About the job
Join Microsoft AI in building one of the world’s most advanced foundation models. Our mission is to push the boundaries of scale, performance, and deployment, creating frontier AI systems that power transformative experiences across Microsoft. The Multimodal team tackles some of the most challenging problems in deep learning at scale.
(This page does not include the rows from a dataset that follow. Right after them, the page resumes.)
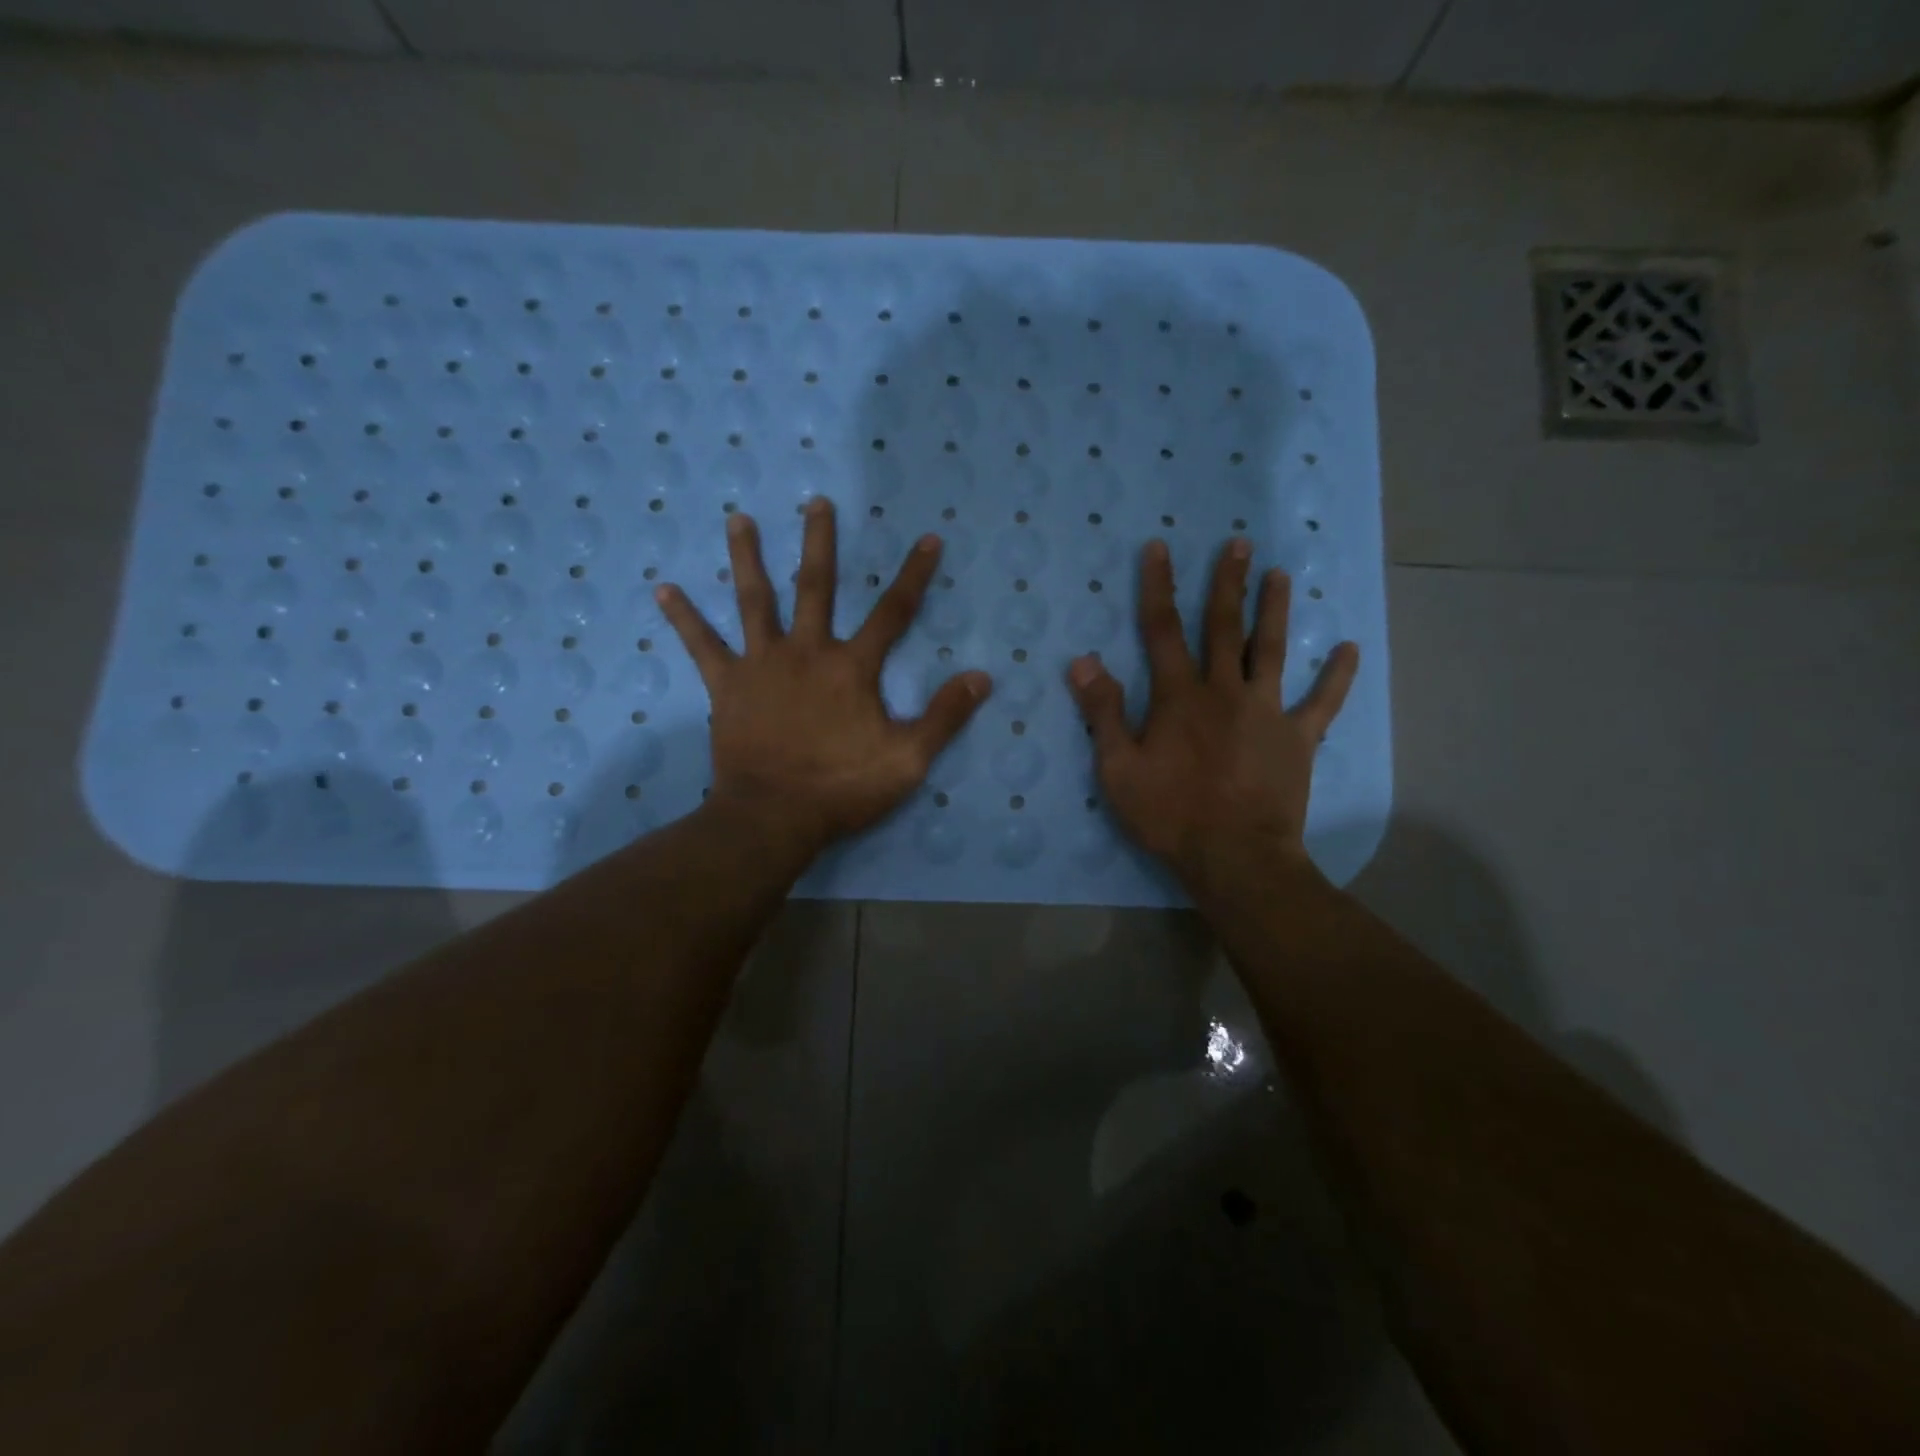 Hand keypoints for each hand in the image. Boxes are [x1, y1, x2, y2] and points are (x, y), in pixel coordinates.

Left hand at [658, 498, 991, 854]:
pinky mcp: (727, 686)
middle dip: (820, 543)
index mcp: (851, 668)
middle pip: (816, 587)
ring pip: (754, 601)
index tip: (928, 539)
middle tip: (816, 502)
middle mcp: (806, 652)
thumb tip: (982, 677)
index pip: (892, 613)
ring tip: (737, 518)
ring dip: (748, 558)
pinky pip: (702, 646)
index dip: (914, 576)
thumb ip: (944, 716)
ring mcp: (762, 665)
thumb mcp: (908, 759)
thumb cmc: (843, 788)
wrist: (774, 817)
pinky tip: (664, 590)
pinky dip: (684, 618)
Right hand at [1067, 537, 1358, 890]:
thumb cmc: (1170, 814)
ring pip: (1272, 650)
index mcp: (1179, 696)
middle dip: (1228, 583)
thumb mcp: (1118, 769)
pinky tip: (1349, 649)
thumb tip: (1083, 662)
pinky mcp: (1298, 739)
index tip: (1160, 547)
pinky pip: (1323, 702)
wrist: (1235, 857)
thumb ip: (1103, 713)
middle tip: (1239, 544)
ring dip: (1276, 610)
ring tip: (1282, 575)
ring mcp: (1267, 712)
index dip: (1158, 586)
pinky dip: (1337, 676)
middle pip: (1225, 627)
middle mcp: (1225, 691)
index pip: (1163, 629)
Our work forms the backbone of initiatives across Microsoft AI, enabling breakthroughs that shape the future of AI.
Responsibilities
Develop algorithms, design model architectures, conduct experiments, champion measurement and evaluation, innovate datasets and data pipelines.
Improve training and deployment efficiency, paying careful attention to detail, persevering, and learning from everyone’s attempts whether successful or not.
Follow a rigorous data-driven approach grounded in meticulous ablation studies and scientific analysis.
Innovate and iterate over ideas, prototypes, and product.
Collaborate closely with teams on infrastructure, data engineering, pre-training, post-training, and product feedback.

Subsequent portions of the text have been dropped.